■ Problem details:
Search the material below for the string "Calderbank". Return every line that holds it.

==== Records for processing

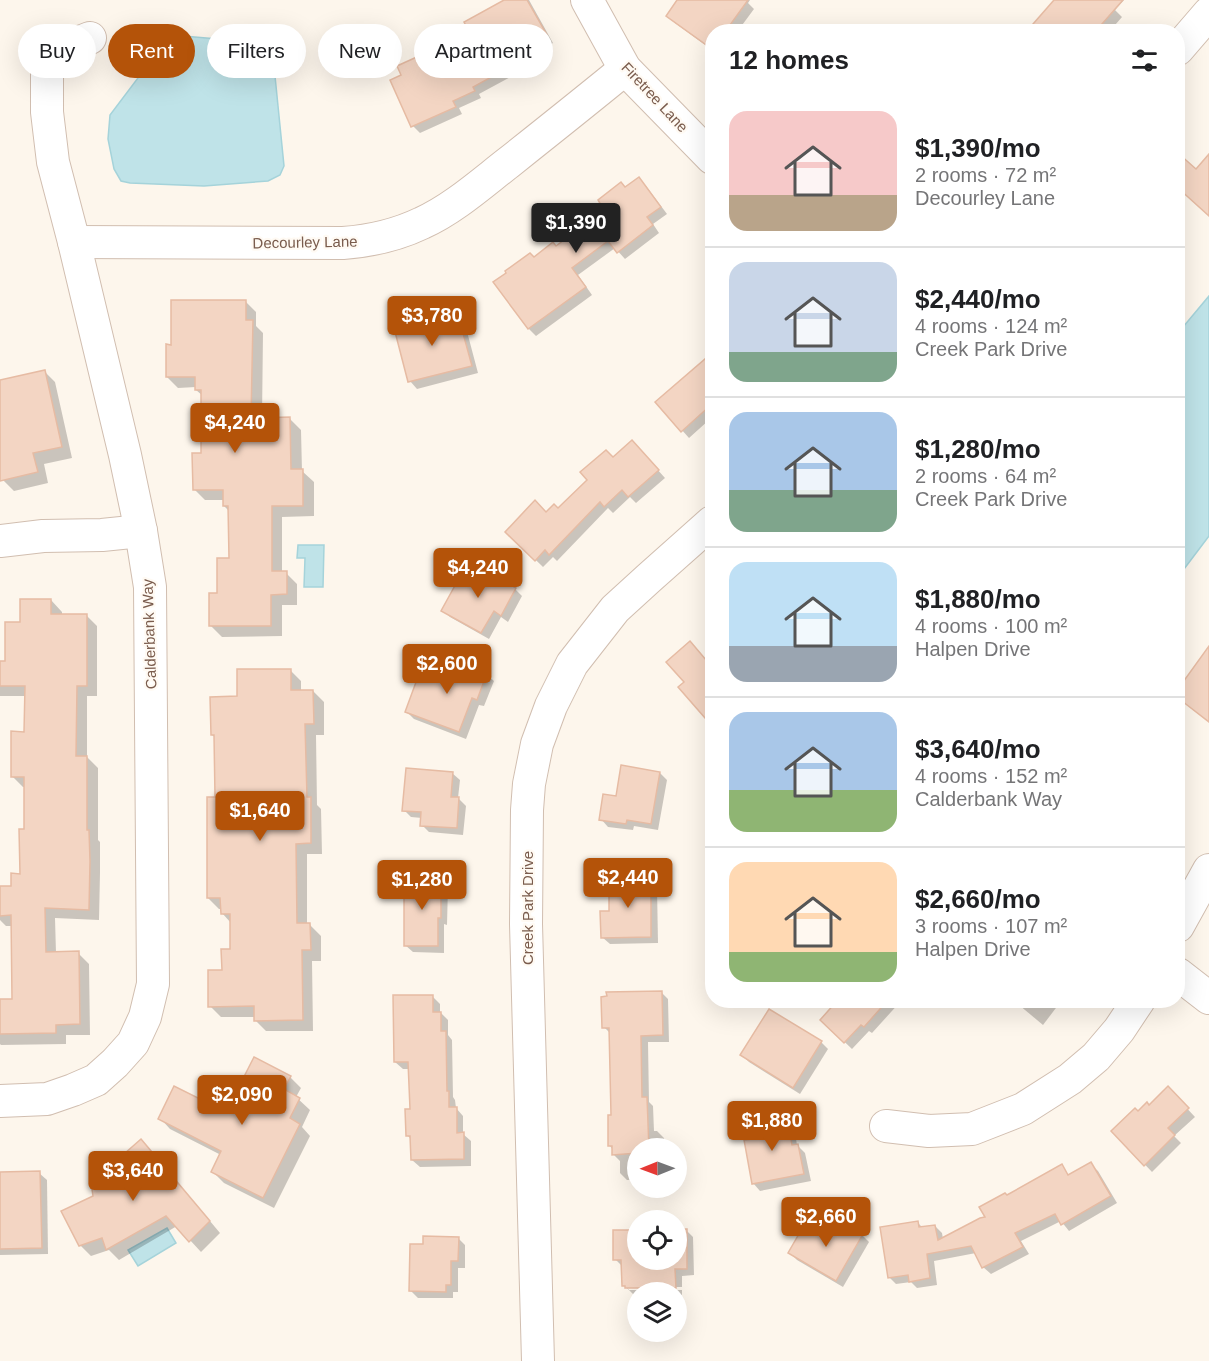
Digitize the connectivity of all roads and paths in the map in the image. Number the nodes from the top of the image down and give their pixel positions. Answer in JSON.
{"nodes":[{"id":1,"x":587,"y":0,"type":"edge"},
{"id":2,"x":1209,"y":13,"type":"edge"},
{"id":3,"x":1185,"y":41,"type":"edge"},
{"id":4,"x":625,"y":69,"type":"junction"},
{"id":5,"x":47,"y":78,"type":"edge"},
{"id":6,"x":705,"y":151,"type":"edge"},
{"id":7,"x":74,"y":242,"type":"junction"},
{"id":8,"x":141,"y":531,"type":"junction"},
{"id":9,"x":705,"y":536,"type":"edge"},
{"id":10,"x":0,"y":542,"type":"edge"},
{"id":11,"x":1209,"y":870,"type":"edge"},
{"id":12,"x":1185,"y":913,"type":"edge"},
{"id":13,"x":1185,"y":979,"type":"edge"},
{"id":14,"x":1209,"y":998,"type":"edge"},
{"id":15,"x":1134,"y":1008,"type":"edge"},
{"id":16,"x":0,"y":1101,"type":"edge"},
{"id":17,"x":886,"y":1126,"type":"dead end"},
{"id":18,"x":538,"y":1361,"type":"edge"}],
"edges":[{"from":1,"to":4,"type":"street","name":"Firetree Lane"},
{"from":2,"to":3,"type":"street"},
{"from":4,"to":6,"type":"street","name":"Firetree Lane"},
{"from":4,"to":7,"type":"street","name":"Decourley Lane"},
{"from":5,"to":7,"type":"street","name":"Calderbank Way"},
{"from":7,"to":8,"type":"street","name":"Calderbank Way"},
{"from":8,"to":10,"type":"street"},
{"from":8,"to":16,"type":"street","name":"Calderbank Way"},
{"from":9,"to":18,"type":"street","name":"Creek Park Drive"},
{"from":11,"to":12,"type":"street"},
{"from":13,"to":14,"type":"street"},
{"from":15,"to":17,"type":"street"}]}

========

■ Written solution:
{"from":5,"to":7,"type":"street","name":"Calderbank Way"},
{"from":7,"to":8,"type":"street","name":"Calderbank Way"},
{"from":8,"to":16,"type":"street","name":"Calderbank Way"},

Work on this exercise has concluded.